While school districts and the contractors say the districts are saving money because retired teachers are returning for reduced pay, Morrill said it would be less costly to hire a first-year teacher with benefits. And, Morrill said, that first-year teacher would be contributing to the retirement system.
‘A bit of a hardship’
At the Deer Valley Unified School in north Phoenix, Superintendent Virginia McElyea said the deferred-retirement program saves the district money, and it retains valuable, experienced educators who return for less than what they were making.
“It’s a way to make sure we leverage our investment in employees who have been with us for a while,” she said.
The district’s 75 retired teachers who returned to work average $45,378 in salary and $26,765 in pension, for a combined income of $72,143, records show.
The average Arizona teaching wage is $47,277, according to the Digest of Education Statistics. That average teacher, however, would be contributing $4,539 to ASRS, making their take-home pay less than the salary for teachers who double-dip in Deer Valley.
Maria Leyva, president of the Deer Valley teachers union, said the practice puts burdens on other teachers who have to contribute more to the retirement system.
“I don’t resent them for doing it,” Leyva said. “They are seen as mentors, and they help other teachers.
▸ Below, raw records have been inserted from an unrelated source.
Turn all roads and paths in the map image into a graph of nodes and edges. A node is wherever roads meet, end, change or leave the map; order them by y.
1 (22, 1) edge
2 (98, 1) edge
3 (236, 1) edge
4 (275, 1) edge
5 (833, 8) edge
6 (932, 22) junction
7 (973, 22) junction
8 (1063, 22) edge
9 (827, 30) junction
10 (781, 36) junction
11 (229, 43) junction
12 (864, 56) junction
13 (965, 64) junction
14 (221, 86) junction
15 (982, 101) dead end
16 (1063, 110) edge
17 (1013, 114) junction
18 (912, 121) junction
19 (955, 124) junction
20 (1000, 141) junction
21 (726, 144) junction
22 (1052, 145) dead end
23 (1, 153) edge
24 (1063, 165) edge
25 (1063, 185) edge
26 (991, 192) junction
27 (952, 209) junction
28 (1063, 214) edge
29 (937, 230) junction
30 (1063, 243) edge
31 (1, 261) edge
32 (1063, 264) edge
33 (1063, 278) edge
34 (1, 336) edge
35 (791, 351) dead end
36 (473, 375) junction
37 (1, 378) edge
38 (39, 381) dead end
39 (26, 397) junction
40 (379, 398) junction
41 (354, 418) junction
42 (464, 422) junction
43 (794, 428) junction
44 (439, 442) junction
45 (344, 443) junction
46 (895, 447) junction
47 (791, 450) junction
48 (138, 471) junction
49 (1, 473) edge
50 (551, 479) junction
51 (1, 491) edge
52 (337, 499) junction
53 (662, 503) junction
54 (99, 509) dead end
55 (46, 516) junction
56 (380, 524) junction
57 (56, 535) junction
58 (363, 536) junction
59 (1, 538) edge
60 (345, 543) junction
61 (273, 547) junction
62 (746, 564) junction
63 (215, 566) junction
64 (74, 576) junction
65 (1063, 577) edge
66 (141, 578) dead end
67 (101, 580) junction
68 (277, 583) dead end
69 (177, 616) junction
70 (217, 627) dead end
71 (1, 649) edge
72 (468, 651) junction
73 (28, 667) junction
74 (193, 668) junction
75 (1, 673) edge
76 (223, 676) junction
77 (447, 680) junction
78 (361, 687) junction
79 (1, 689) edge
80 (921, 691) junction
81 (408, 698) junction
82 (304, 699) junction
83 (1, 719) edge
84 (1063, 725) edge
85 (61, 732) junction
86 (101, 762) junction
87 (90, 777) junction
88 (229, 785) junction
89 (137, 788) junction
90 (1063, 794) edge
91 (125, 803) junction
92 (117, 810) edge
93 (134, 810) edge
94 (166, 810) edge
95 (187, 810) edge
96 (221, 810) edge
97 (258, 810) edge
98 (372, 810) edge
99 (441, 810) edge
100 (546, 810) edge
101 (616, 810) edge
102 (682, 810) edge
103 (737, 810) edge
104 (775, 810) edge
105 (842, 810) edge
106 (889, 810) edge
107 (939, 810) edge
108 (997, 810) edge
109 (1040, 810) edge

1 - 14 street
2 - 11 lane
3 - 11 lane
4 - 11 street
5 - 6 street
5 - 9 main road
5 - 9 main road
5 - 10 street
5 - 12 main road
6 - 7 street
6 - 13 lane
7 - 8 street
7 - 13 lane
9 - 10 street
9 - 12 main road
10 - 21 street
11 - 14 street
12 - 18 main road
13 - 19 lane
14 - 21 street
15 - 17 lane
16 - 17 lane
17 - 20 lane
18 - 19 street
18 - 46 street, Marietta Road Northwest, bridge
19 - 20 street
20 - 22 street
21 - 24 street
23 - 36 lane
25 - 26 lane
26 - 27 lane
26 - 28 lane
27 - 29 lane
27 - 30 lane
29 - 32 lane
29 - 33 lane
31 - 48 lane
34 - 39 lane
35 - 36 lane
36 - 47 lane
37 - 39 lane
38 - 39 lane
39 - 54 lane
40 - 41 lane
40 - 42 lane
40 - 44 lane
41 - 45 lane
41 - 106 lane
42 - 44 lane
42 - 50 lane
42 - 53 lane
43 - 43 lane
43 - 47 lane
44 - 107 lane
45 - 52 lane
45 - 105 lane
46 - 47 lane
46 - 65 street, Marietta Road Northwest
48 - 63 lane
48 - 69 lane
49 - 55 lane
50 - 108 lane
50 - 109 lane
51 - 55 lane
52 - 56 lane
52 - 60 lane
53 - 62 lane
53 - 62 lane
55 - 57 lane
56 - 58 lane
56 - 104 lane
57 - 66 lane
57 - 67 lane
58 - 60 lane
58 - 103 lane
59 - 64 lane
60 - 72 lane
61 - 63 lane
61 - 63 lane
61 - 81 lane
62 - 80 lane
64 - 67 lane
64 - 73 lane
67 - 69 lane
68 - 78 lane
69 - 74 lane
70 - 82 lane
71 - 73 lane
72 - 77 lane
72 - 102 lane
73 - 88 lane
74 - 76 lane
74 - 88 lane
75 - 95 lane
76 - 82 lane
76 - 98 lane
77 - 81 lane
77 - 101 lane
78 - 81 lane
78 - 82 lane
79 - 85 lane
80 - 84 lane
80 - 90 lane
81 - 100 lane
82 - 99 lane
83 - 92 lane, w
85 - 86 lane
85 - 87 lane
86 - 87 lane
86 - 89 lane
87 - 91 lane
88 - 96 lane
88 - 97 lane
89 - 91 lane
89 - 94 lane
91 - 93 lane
But financially, it’s a bit of a hardship.”
In Deer Valley, the biggest combined annual income of nearly $300,000 goes to McElyea, who retired Oct. 28, 2006, but has remained in the top job.
McElyea receives a salary of $182,150 from the district and a pension of $112,355 from ASRS, according to records. As a working retiree, she also saves $17,486 by not contributing to ASRS.
McElyea said it was unfair to lump her retirement pay with her salary because the pension was earned from her years of service.
According to ASRS records, the average retiree gets back every dollar he or she contributed to the system within three to four years of retirement.
“What a person makes in retirement is irrelevant,” McElyea said. “They would make that whether they are at home watching TV or doing something else. I really think if this is an issue that someone is concerned about at the state level, then the Legislature or state retirement system should look at it.”